Records for this exercise >>
__________

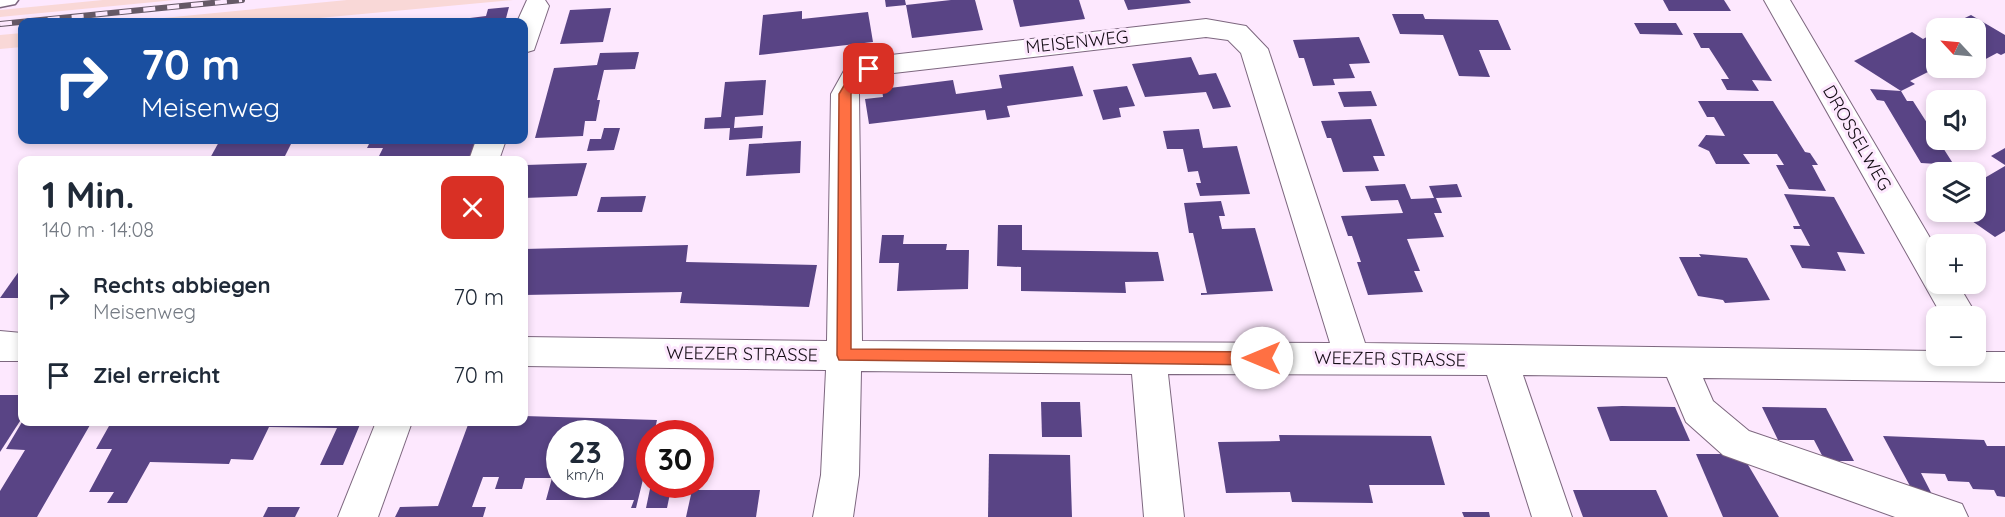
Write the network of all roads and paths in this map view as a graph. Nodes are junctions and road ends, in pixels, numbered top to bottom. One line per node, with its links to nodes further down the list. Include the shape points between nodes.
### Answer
1 (9, 0): 3 (lane)
2 (1777, 0): 6 (street, DROSSELWEG)
3 (0, 1)
4 (536, 6): 5 (street)
5 (528, 31)
6 (1926, 259)
7 (0, 346): 8 (street)
8 (18, 347)
9 (528, 352): 10 (street, WEEZER STRASSE)
10 (844, 355): 11 (street, MEISENWEG, via 845,94 856,75 882,64 1206,28 1236,32 1254,49); 12 (street, WEEZER STRASSE); 18 (street, MEISENWEG, via 840,474)
11 (1352, 358): 12 (street, WEEZER STRASSE); 14 (street, WEEZER STRASSE)
12 (1149, 359): 19 (street)
13 (1990, 359): 15 (street, WEEZER STRASSE)
14 (1500, 361): 15 (street, WEEZER STRASSE); 20 (street)
15 (1679, 363): 21 (street, via 1699,411 1736,443)
16 (392, 426): 17 (street)
17 (358, 517)
18 (833, 517)
19 (1164, 517)
20 (1552, 517)
21 (1948, 517)

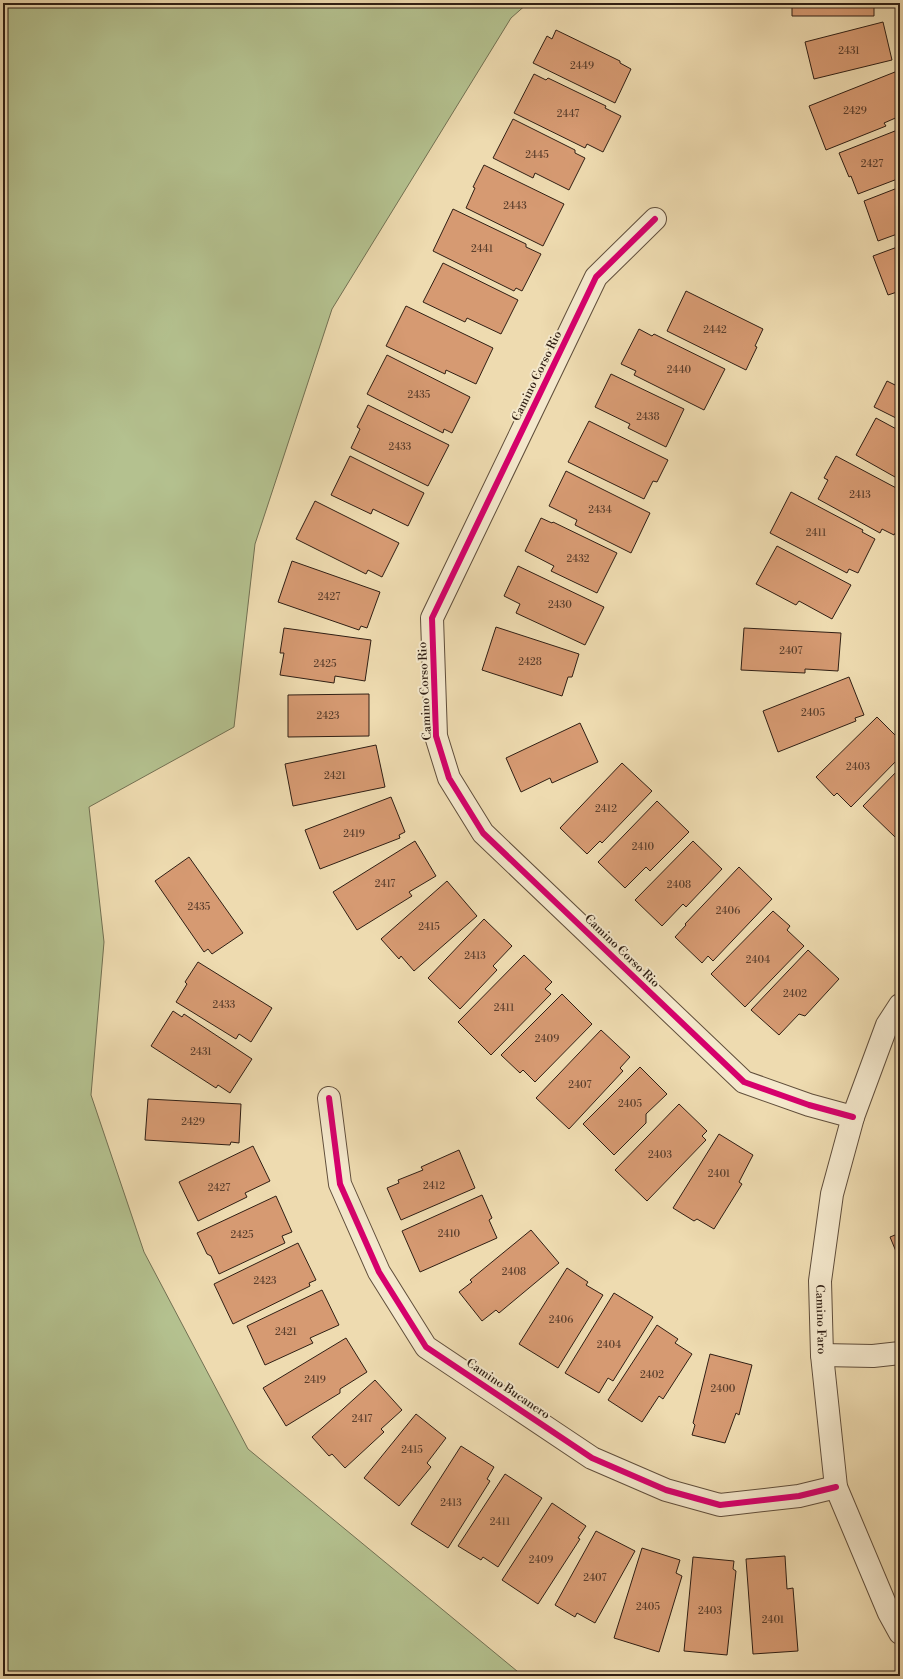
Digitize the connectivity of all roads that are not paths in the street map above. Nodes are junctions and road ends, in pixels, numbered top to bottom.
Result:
1 (656, 219) dead end
2 (900, 1005) edge
3 (329, 1098) dead end
4 (853, 1117) junction
5 (900, 1353) edge
6 (822, 1355) junction
7 (836, 1487) junction
8 (900, 1633) edge

1 - 4 street, Camino Corso Rio
2 - 4 street, Camino Faro
3 - 7 street, Camino Bucanero
4 - 6 street, Camino Faro
5 - 6 street
6 - 7 street, Camino Faro
7 - 8 street, Camino Faro

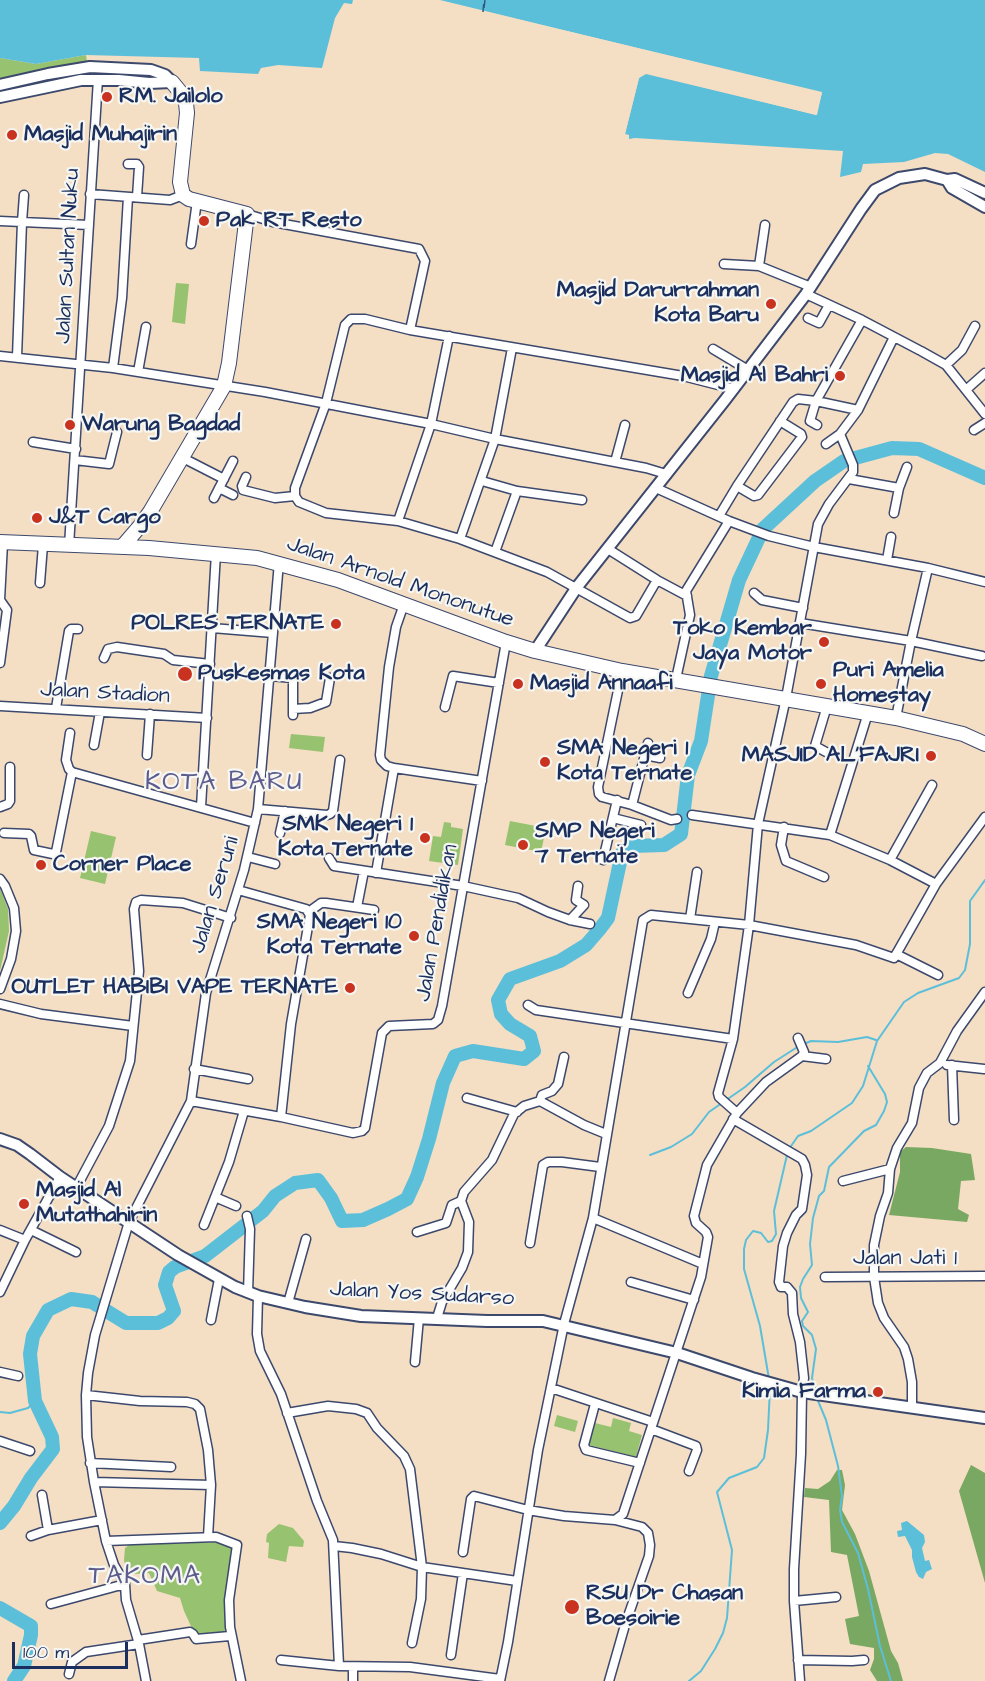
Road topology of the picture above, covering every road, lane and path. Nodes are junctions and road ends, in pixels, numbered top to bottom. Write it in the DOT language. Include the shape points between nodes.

__________

Prompt >>
Print the records word for word and exclude any picture they hold.

Solution to the exercise >>
Write the network of all roads and paths in this map view as a graph. Nodes are junctions and road ends, in pixels, numbered top to bottom. One line per node, with its links to nodes further down the list. Include the shape points between nodes.
### Answer
1 (9, 0): 3 (lane)
2 (1777, 0): 6 (street, DROSSELWEG)
3 (0, 1)
4 (536, 6): 5 (street)
5 (528, 31)
6 (1926, 259)
7 (0, 346): 8 (street)
8 (18, 347)
9 (528, 352): 10 (street, WEEZER STRASSE)
10 (844, 355): 11 (street, MEISENWEG, via 845,94 856,75 882,64 1206,28 1236,32 1254,49); 12 (street, WEEZER STRASSE); 18 (street, MEISENWEG, via 840,474)
11 (1352, 358): 12 (street, WEEZER STRASSE); 14 (street, WEEZER STRASSE)
12 (1149, 359): 19 (street)
13 (1990, 359): 15 (street, WEEZER STRASSE)
14 (1500, 361): 15 (street, WEEZER STRASSE); 20 (street)
15 (1679, 363): 21 (street, via 1699,411 1736,443)
16 (392, 426): 17 (street)
17 (358, 517)
18 (833, 517)
19 (1164, 517)
20 (1552, 517)
21 (1948, 517)

Digitize the connectivity of all roads that are not paths in the street map above. Nodes are junctions and road ends, in pixels, numbered top to bottom.
Result:
1 (656, 219) dead end
2 (900, 1005) edge
3 (329, 1098) dead end
4 (853, 1117) junction
5 (900, 1353) edge
6 (822, 1355) junction
7 (836, 1487) junction
8 (900, 1633) edge

1 - 4 street, Camino Corso Rio
2 - 4 street, Camino Faro
3 - 7 street, Camino Bucanero
4 - 6 street, Camino Faro
5 - 6 street
6 - 7 street, Camino Faro
7 - 8 street, Camino Faro

Road topology of the picture above, covering every road, lane and path. Nodes are junctions and road ends, in pixels, numbered top to bottom. Write it in the DOT language. Include the shape points between nodes.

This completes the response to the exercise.